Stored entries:
'''

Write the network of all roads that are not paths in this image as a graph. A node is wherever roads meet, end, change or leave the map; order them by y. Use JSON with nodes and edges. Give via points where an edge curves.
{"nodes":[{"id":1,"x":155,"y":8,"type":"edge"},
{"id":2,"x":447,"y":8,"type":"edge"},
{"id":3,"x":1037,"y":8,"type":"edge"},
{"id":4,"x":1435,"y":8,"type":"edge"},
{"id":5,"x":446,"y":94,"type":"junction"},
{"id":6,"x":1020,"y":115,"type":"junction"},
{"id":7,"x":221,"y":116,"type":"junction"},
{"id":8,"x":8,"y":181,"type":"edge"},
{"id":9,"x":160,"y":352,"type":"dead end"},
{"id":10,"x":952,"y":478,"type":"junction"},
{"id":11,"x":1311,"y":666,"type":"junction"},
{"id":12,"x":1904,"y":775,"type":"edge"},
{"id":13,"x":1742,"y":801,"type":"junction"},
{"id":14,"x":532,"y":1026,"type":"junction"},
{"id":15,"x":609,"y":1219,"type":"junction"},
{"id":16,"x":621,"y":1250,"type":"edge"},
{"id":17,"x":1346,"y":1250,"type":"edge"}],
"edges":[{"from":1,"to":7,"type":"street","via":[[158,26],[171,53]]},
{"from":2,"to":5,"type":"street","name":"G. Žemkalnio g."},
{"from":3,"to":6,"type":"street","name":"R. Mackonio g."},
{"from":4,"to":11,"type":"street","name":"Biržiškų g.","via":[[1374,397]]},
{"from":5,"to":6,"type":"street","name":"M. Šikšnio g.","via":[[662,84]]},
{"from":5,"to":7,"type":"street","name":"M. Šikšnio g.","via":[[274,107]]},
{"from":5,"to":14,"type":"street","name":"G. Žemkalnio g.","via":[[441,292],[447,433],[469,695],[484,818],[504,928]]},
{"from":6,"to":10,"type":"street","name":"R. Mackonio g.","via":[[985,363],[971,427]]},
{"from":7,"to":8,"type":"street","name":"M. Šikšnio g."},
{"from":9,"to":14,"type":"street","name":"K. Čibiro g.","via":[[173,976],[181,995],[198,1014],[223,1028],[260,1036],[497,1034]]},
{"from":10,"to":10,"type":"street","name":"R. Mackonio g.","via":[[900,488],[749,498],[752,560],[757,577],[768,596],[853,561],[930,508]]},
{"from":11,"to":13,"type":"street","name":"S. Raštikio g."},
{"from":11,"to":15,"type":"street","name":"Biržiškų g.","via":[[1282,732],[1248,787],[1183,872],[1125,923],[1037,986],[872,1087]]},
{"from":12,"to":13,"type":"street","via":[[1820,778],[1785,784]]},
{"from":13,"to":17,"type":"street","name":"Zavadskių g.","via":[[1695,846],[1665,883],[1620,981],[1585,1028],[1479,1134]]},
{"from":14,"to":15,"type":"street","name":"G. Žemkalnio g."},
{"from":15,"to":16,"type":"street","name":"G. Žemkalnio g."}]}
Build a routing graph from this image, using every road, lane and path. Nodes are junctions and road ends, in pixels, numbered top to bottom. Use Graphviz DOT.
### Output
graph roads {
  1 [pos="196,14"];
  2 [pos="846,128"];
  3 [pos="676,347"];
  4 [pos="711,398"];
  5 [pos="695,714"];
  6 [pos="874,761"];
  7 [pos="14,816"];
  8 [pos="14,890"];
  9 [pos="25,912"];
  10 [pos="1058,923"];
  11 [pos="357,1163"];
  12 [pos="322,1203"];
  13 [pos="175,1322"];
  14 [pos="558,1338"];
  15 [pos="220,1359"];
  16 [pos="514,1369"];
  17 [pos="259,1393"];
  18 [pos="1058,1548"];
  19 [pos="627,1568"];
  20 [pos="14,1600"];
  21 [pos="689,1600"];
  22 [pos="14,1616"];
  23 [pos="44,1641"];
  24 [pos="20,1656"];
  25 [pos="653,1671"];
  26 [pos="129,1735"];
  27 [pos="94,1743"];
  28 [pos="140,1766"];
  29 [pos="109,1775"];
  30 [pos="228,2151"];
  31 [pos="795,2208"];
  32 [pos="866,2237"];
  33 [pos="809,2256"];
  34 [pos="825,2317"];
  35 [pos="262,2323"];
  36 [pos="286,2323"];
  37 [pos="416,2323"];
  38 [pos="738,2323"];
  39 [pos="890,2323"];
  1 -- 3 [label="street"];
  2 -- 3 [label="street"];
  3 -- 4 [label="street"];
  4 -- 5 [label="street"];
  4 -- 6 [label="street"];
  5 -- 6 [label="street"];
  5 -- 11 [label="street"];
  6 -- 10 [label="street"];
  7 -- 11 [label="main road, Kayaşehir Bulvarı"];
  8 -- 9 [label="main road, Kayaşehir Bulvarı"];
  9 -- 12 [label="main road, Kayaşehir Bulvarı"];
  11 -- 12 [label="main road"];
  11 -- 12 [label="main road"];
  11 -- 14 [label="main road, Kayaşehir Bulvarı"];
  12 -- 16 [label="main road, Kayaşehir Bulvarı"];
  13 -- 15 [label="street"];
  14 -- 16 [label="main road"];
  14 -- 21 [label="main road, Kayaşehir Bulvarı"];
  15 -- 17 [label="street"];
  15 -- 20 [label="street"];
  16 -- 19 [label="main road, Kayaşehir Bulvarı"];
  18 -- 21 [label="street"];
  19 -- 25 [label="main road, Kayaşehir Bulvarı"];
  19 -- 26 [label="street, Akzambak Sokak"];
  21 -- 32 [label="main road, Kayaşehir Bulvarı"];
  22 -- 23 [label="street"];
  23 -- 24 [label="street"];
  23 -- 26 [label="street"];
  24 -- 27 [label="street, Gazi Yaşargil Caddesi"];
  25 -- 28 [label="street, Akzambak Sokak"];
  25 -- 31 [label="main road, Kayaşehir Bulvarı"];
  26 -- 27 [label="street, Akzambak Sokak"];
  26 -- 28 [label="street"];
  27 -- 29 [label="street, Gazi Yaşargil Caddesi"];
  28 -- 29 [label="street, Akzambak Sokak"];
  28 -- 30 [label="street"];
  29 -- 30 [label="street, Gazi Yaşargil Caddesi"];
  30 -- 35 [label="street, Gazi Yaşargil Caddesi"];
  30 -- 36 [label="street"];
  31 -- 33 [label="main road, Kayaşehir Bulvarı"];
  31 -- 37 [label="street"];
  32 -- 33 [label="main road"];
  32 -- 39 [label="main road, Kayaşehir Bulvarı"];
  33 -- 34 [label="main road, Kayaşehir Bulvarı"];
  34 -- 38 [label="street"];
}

'''

Show every line from the entries above in which the word "edges" appears.

Write the network of all roads that are not paths in this image as a graph. A node is wherever roads meet, end, change or leave the map; order them by y. Use JSON with nodes and edges. Give via points where an edge curves.
"edges":[{"from":1,"to":7,"type":"street","via":[[158,26],[171,53]]},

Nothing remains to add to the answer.